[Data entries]
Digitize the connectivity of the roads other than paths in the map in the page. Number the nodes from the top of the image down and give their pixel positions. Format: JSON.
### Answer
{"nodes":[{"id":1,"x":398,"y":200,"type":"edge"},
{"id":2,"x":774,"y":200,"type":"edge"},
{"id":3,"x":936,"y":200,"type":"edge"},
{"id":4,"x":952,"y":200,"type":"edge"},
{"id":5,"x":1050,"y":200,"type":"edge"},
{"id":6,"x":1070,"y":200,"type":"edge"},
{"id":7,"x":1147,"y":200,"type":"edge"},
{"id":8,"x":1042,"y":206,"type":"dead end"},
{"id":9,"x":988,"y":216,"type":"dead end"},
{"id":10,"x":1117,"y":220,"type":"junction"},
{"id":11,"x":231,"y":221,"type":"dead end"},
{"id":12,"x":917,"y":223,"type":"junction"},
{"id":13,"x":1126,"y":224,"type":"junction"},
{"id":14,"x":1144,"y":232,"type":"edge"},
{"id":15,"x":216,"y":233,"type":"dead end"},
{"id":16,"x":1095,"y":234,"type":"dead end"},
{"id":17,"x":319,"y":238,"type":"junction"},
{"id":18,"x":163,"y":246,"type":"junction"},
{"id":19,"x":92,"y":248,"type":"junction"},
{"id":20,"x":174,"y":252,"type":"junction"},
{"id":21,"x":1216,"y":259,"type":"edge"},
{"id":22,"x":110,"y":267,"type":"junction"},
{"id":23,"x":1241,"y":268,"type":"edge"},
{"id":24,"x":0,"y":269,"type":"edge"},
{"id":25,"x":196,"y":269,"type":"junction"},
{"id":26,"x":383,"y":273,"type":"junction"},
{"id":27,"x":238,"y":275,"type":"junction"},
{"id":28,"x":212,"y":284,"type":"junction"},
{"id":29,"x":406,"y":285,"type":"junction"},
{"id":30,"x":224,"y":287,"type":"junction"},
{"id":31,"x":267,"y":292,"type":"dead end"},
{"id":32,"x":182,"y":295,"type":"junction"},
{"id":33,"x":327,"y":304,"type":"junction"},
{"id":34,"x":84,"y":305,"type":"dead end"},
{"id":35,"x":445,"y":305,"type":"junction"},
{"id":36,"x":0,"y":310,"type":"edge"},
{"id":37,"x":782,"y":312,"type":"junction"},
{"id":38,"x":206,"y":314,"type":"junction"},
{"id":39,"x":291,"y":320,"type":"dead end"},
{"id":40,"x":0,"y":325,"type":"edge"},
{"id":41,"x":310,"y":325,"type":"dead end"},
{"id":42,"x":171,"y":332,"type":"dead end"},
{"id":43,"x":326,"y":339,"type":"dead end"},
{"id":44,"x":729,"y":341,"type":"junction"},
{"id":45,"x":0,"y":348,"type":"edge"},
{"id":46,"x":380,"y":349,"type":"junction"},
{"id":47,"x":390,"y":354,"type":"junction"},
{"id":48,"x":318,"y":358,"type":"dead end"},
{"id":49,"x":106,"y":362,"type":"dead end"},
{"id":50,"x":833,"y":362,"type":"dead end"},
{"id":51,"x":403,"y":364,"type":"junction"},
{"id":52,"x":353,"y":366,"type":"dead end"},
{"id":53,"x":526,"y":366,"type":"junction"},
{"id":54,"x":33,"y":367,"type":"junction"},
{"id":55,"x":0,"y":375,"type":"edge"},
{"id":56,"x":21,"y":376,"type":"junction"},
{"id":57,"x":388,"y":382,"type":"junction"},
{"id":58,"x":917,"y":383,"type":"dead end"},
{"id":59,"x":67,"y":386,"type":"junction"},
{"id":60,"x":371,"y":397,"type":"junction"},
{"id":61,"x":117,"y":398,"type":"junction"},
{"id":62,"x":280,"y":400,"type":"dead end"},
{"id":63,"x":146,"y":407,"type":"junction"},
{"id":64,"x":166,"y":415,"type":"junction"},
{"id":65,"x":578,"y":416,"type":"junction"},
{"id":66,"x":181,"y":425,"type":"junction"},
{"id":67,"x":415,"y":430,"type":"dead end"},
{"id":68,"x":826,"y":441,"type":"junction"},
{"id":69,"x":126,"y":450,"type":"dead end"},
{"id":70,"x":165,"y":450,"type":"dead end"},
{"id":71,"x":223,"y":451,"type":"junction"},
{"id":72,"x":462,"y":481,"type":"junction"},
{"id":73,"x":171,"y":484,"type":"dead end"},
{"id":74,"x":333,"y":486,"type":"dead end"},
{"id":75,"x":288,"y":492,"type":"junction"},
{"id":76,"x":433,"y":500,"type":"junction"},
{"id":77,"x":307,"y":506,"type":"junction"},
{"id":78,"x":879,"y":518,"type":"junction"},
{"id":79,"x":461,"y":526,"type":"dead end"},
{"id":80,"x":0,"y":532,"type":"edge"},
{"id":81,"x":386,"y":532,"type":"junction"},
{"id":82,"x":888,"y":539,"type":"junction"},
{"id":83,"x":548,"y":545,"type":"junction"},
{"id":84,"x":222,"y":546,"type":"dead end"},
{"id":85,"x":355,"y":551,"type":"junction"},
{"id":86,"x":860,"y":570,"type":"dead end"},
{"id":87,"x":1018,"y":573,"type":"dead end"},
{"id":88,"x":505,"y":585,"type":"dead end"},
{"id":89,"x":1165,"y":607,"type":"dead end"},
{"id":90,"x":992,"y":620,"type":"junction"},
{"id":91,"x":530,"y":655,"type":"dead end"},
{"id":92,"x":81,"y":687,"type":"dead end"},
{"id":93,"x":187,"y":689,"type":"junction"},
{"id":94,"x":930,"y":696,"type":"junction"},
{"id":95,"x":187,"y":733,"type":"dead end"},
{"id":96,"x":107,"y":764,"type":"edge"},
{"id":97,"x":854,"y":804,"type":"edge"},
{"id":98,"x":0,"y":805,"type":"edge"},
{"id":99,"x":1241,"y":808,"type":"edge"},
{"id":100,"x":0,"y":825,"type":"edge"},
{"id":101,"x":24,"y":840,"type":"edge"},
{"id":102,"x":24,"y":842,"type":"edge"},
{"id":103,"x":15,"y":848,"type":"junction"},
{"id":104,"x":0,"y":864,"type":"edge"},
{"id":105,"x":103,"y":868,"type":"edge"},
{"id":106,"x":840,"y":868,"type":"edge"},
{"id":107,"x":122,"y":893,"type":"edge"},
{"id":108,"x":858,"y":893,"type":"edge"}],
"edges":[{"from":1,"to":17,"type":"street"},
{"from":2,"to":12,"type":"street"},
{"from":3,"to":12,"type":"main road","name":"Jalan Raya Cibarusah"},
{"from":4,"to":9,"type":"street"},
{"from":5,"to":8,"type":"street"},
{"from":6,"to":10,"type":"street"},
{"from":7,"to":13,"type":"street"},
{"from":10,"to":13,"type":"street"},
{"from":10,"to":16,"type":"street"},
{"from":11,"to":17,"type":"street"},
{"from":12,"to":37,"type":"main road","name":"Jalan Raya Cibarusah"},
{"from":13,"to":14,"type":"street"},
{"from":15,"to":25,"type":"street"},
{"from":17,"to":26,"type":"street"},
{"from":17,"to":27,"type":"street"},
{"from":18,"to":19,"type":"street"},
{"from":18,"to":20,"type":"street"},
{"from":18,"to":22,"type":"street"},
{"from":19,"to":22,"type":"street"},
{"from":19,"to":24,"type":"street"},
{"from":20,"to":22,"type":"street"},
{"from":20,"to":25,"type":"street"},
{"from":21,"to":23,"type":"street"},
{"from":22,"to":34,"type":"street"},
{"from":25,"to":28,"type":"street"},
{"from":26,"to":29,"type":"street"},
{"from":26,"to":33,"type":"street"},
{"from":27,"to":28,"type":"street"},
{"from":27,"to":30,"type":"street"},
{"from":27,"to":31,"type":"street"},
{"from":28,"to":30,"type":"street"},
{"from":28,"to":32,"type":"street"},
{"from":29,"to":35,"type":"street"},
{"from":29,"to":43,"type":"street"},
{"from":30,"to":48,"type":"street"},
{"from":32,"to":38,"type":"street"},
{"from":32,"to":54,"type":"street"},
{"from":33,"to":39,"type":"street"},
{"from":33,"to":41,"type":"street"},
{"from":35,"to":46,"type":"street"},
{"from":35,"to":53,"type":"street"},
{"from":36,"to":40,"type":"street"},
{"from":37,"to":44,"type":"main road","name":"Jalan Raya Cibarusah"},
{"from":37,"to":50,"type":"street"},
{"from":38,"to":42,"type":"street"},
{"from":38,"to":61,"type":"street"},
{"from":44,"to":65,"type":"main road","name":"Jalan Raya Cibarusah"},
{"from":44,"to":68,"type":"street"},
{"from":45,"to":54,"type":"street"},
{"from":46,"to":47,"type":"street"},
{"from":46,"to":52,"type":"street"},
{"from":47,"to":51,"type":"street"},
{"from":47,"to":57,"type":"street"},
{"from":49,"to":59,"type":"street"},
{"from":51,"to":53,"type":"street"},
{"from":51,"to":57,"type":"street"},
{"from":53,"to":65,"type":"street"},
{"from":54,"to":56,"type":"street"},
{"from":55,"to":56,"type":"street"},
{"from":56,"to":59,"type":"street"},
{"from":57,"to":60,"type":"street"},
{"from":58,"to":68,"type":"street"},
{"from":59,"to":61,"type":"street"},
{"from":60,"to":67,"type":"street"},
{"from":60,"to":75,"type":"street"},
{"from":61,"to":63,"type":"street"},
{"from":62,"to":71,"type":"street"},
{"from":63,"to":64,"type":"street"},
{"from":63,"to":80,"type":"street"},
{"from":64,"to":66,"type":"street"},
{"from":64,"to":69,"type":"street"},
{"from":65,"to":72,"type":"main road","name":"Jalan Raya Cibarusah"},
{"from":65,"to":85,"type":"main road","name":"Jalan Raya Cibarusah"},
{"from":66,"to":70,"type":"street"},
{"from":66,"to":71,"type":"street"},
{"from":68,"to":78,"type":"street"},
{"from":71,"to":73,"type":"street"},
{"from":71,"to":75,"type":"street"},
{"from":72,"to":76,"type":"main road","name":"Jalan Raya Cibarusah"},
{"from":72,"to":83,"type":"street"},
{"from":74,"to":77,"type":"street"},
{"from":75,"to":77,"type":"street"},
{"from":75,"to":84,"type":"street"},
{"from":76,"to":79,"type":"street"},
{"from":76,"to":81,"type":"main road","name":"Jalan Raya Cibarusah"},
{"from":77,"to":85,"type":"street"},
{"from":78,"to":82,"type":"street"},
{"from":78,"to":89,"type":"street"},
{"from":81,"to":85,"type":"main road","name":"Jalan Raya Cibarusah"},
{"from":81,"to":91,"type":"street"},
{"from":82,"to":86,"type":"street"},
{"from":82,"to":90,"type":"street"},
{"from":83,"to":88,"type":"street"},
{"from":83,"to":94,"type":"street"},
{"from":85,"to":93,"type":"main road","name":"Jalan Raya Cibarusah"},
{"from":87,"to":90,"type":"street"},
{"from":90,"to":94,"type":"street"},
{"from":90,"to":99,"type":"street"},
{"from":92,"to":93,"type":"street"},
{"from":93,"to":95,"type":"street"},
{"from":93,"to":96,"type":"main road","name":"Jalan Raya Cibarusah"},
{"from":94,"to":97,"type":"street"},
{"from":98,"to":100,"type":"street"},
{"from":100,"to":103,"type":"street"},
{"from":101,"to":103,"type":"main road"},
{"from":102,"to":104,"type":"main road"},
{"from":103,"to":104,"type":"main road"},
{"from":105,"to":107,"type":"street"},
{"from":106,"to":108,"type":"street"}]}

* [Exercise directions]: The answer must be a single number: how many lines of the records contain the string "nodes".

* [Result below]: 2